Fragile X testing should be considered for any child who has been diagnosed with intellectual disability, developmental delay or autism. This is especially true if there is a family history of fragile X or some other form of intellectual disability from an unknown cause, or if the child has any physical features that would suggest fragile X syndrome.
What is my risk of being a fragile X carrier?
About 1 in 200 women is a fragile X carrier. Your chances of being a fragile X carrier may be much higher depending on your family history. If you have a family history of fragile X syndrome or of intellectual disability from an unknown cause, you are more likely to be a fragile X carrier.
What is fragile X syndrome?
Fragile X syndrome is the most common cause of inherited intellectual disability (historically called mental retardation).
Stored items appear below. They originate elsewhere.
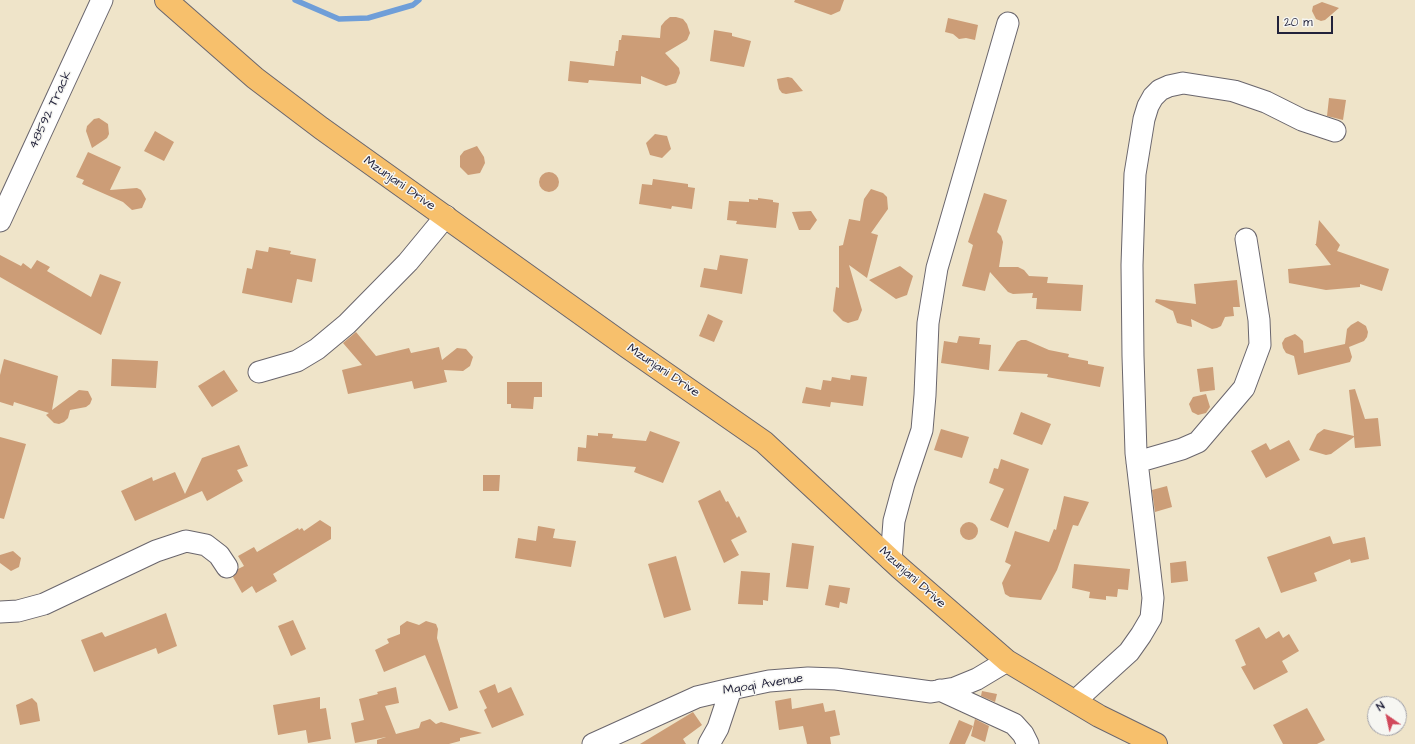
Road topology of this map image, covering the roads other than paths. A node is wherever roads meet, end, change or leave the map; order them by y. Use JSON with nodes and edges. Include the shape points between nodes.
{"nodes":[{"id":1,"x":102,"y":0,"type":"edge"},
{"id":2,"x":166,"y":0,"type":"edge"},
{"id":3,"x":1008,"y":23,"type":"dead end"},
{"id":4,"x":1334,"y":131,"type":"dead end"},
{"id":5,"x":446,"y":216,"type":"junction"},
{"id":6,"x":0,"y":221,"type":"edge"},
{"id":7,"x":1246,"y":239,"type":"dead end"},
{"id":8,"x":259,"y":372,"type":"dead end"},
{"id":9,"x":1137,"y":462,"type":"junction"},
{"id":10,"x":891,"y":560,"type":"junction"},
{"id":11,"x":227,"y":567,"type":"dead end"},
{"id":12,"x":0,"y":612,"type":"edge"},
{"id":13,"x":1007,"y":661,"type":"junction"},
{"id":14,"x":731,"y":688,"type":"junction"},
{"id":15,"x":940,"y":690,"type":"junction"},
{"id":16,"x":1075,"y":701,"type":"junction"},
{"id":17,"x":593,"y":744,"type":"edge"},
{"id":18,"x":709,"y":744,"type":"edge"},
{"id":19,"x":1028,"y":744,"type":"edge"},
{"id":20,"x":1156,"y":744,"type":"edge"}],
"edges":[{"from":1,"to":6,"type":"street","name":"48592 Track"},
{"from":2,"to":5,"type":"main road","name":"Mzunjani Drive","via":[[255,78],[320,128]]},
{"from":3,"to":10,"type":"street","via":[[937,268],[928,323],[922,430],[894,521]]},
{"from":4,"to":9,"type":"street","via":[[1234,91],[1183,83],[1160,90],[1153,97],[1144,119],[1135,174],[1132,266]]},
{"from":5,"to":8,"type":"street","via":[[408,262],[347,324],[317,349],[296,361]]},
{"from":5,"to":10,"type":"main road","name":"Mzunjani Drive","via":[[764,442]]},
{"from":7,"to":9,"type":"street","via":[[1259,320],[1260,345],[1244,388],[1198,442]]},
{"from":9,"to":16,"type":"street","via":[[1153,598],[1151,618],[1142,636],[1129,652]]},
{"from":10,"to":13,"type":"main road","name":"Mzunjani Drive"},
{"from":11,"to":12,"type":"street","via":[[219,555],[206,545],[186,541],[156,551],[44,604],[18,612]]},
{"from":13,"to":15,"type":"street","name":"Mqoqi Avenue","via":[[977,679],[955,688]]},
{"from":13,"to":16,"type":"main road","name":"Mzunjani Drive"},
{"from":14,"to":15,"type":"street","name":"Mqoqi Avenue","via":[[769,681],[808,678],[836,679],[931,692]]},
{"from":14,"to":17,"type":"street","name":"Mqoqi Avenue","via":[[697,697]]},
{"from":14,"to":18,"type":"street","via":[[718,728]]},
{"from":15,"to":19,"type":"street","via":[[1014,724]]},
{"from":16,"to":20,"type":"main road","name":"Mzunjani Drive"}]}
Infants and toddlers with fragile X are likely to have delayed development of body movement (called motor skills) and delayed speech abilities. For instance, boys with fragile X walk and say their first words when they are an average age of about 20 months old; unaffected boys walk and talk at an average age of about 12 – 13 months. A child with fragile X may not learn words as quickly as other children of the same age do. The child may also have difficulty understanding instructions. Boys with fragile X have more severe problems compared to girls with the disease.
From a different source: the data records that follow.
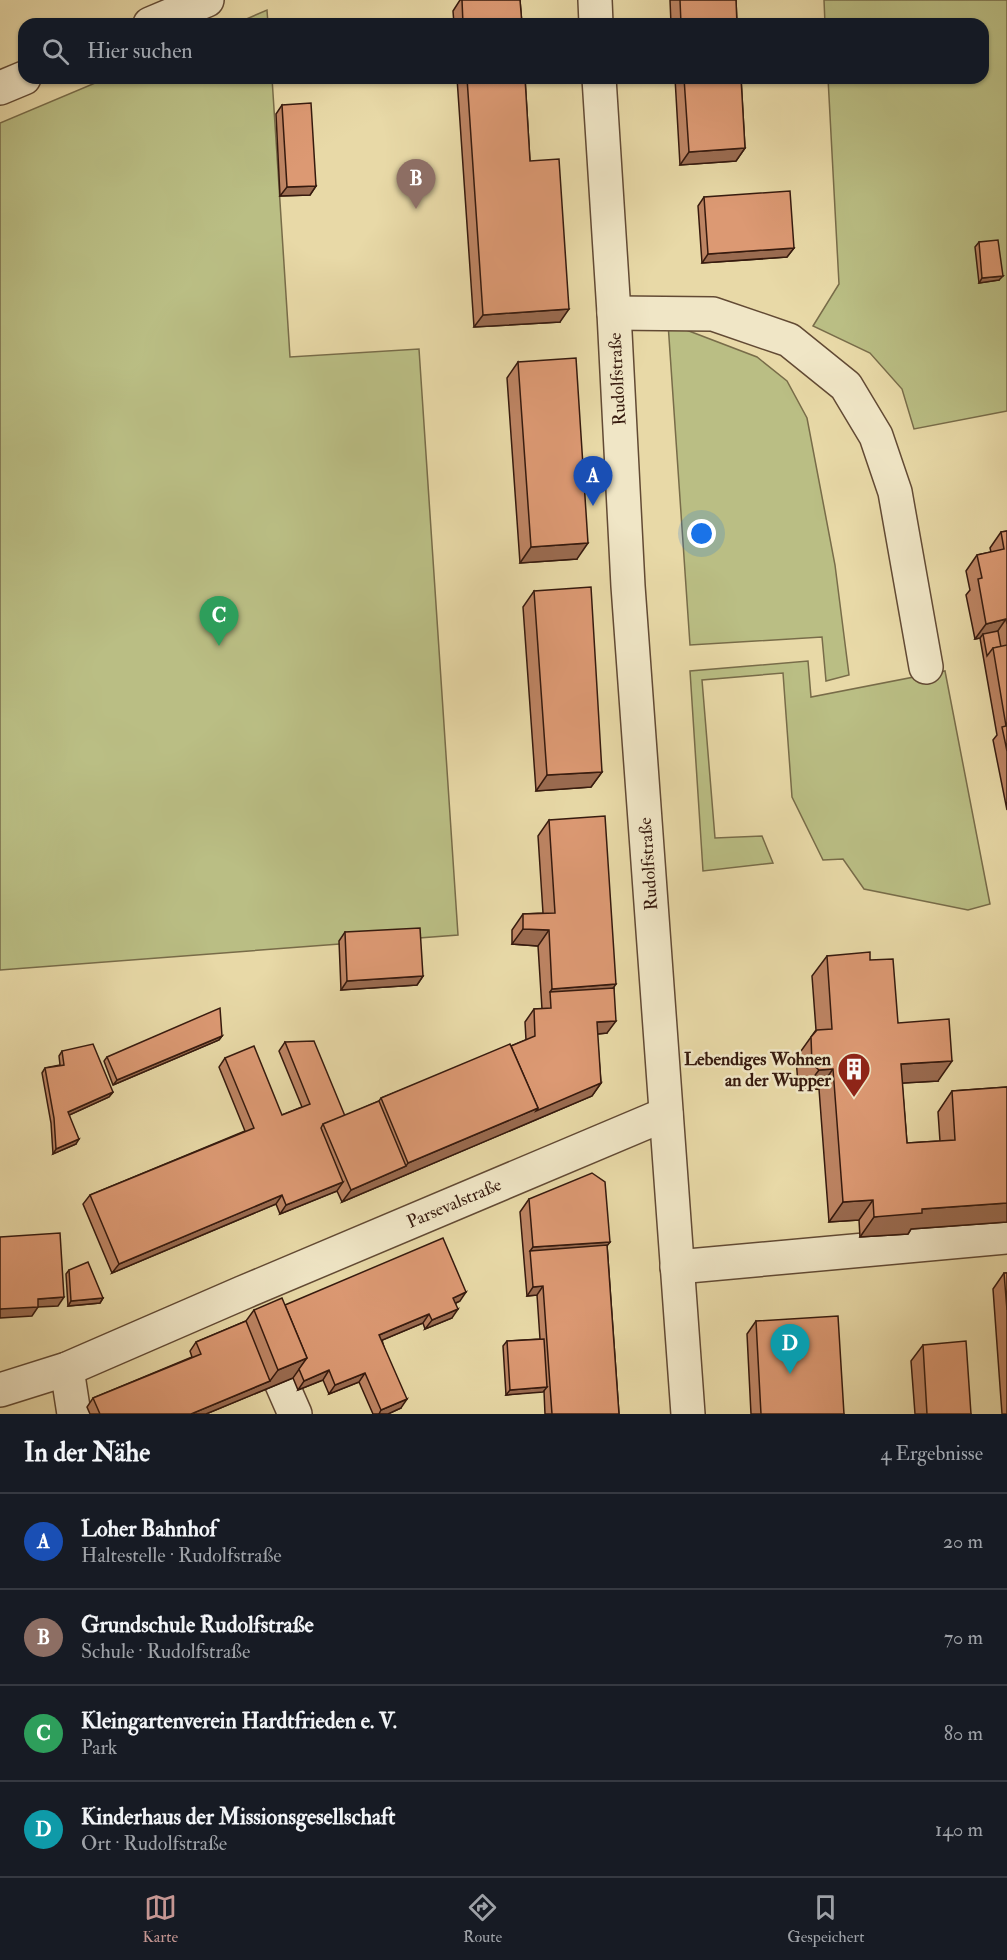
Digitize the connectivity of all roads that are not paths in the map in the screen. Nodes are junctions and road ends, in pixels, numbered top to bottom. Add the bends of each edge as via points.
1 (207, 0) edge
2 (595, 0) edge
3 (164, 18) edge
4 (596, 18) edge
5 (18, 80) edge
6 (599, 84) edge
7 (0, 88) edge
8 (614, 313) junction
9 (926, 667) dead end
10 (666, 1114) junction
11 (1007, 1237) edge
12 (676, 1267) junction
13 (242, 1293) junction
14 (67, 1369) junction
15 (0, 1390) edge
16 (74, 1414) edge
17 (295, 1414) edge
18 (688, 1414) edge

1 - 3 street
2 - 4 street
5 - 7 street
6 - 8 street, Rudolfstraße
8 - 9 street, Rudolfstraße via 713,314 789,340 846,386 876,436 895,492
8 - 10 street, Rudolfstraße via 628,586
10 - 12 street, Rudolfstraße
10 - 13 street, Parsevalstraße
11 - 12 street
12 - 18 street, Rudolfstraße
13 - 14 street, Parsevalstraße
13 - 17 street
14 - 15 street, Parsevalstraße
14 - 16 street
Children with fragile X syndrome typically have more difficulty with behaviors, such as temper tantrums and hyperactivity. Many children with fragile X show autism-like symptoms, such as poor eye contact with others.
Although children with fragile X usually do not have unusual physical characteristics as infants, such features might appear as they grow older. A school-aged child with fragile X might have a long face with a prominent jaw, prominent forehead or relatively large ears.
Gender plays a role in the symptoms and severity of fragile X. Boys with the syndrome have moderate or severe intellectual disability, while girls with fragile X have milder intellectual disability. Boys are also more likely to have the unusual facial features mentioned above.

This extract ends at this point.